Class 1: Conservation

Form

invariant name : sum(x) == y -- where x : T per Address (or Map(K, T)) -- and y : T (a scalar of the same numeric type)

A conservation invariant asserts that the aggregate of a mapped variable equals a scalar variable. The canonical example is sum(balance) == supply in a token form. Conservation is the most common invariant class in financial contracts, where it ensures that value is neither created nor destroyed except through designated paths.

Proof Strategy

For each transition, the compiler computes the net change to sum(x) and to y, then checks that the two deltas are equal. The computation works as follows.

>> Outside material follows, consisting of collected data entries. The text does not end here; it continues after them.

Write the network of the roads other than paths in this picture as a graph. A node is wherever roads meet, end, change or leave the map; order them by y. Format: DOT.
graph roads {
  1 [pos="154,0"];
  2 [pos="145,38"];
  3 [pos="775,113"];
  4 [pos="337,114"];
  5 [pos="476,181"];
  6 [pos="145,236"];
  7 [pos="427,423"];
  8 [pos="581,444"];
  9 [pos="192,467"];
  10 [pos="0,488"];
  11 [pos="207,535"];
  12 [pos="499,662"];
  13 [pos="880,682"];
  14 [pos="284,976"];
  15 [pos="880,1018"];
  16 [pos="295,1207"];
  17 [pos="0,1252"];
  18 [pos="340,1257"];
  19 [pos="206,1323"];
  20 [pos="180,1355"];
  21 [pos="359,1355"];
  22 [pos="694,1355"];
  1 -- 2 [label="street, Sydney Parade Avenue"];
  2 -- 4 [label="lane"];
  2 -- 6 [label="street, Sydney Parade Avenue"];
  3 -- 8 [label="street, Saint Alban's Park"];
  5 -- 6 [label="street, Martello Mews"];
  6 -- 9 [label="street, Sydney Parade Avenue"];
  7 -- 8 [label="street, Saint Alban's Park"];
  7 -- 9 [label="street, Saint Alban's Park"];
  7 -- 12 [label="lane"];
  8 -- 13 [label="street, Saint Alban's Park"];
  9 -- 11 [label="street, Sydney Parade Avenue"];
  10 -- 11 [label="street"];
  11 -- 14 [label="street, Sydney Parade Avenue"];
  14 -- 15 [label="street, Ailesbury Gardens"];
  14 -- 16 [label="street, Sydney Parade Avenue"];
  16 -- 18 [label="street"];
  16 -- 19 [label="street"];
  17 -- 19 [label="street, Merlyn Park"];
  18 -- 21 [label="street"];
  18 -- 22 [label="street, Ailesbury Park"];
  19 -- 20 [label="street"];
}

Let a transition modify entries x[a1], x[a2], ..., x[ak] by deltas d1, d2, ..., dk and modify y by delta dy. The compiler derives:

-- Conservation proof obligation: sum(x') = sum(x) + d1 + d2 + ... + dk y' = y + dy -- Prove: d1 + d2 + ... + dk == dy -- Example: transfer(from, to, amount) -- x[from] -= amount => d1 = -amount -- x[to] += amount => d2 = +amount -- supply unchanged => dy = 0 -- Check: -amount + amount == 0 => 0 == 0 QED -- Example: mint(to, amount) -- x[to] += amount => d1 = +amount -- supply += amount => dy = +amount -- Check: +amount == +amount QED

The proof reduces to an arithmetic identity over the deltas. No runtime evaluation is needed. The compiler performs symbolic cancellation on the delta expressions and checks that the result is the identity element (zero). If it is, the invariant is proven for that transition and no code is emitted for it.

When Conservation Fails

If a transition modifies x[a] without a corresponding change to y, the delta check fails. The compiler reports the transition name, the computed deltas, and the non-zero residual. For example, if a transition increments balance[to] without incrementing supply, the compiler reports: "transition 'free_mint' changes sum(balance) by +amount but changes supply by 0; conservation violated with residual +amount."

Class 2: Monotonicity

Form

invariant name : x' >= x -- where x : Nat or Int -- x' denotes the post-transition value of x

A monotonicity invariant asserts that a state variable never decreases. The canonical examples are nonces (which must strictly increase to prevent replay), counters, and accumulated totals. Monotonicity is also important for governance contracts where vote counts must never be decremented.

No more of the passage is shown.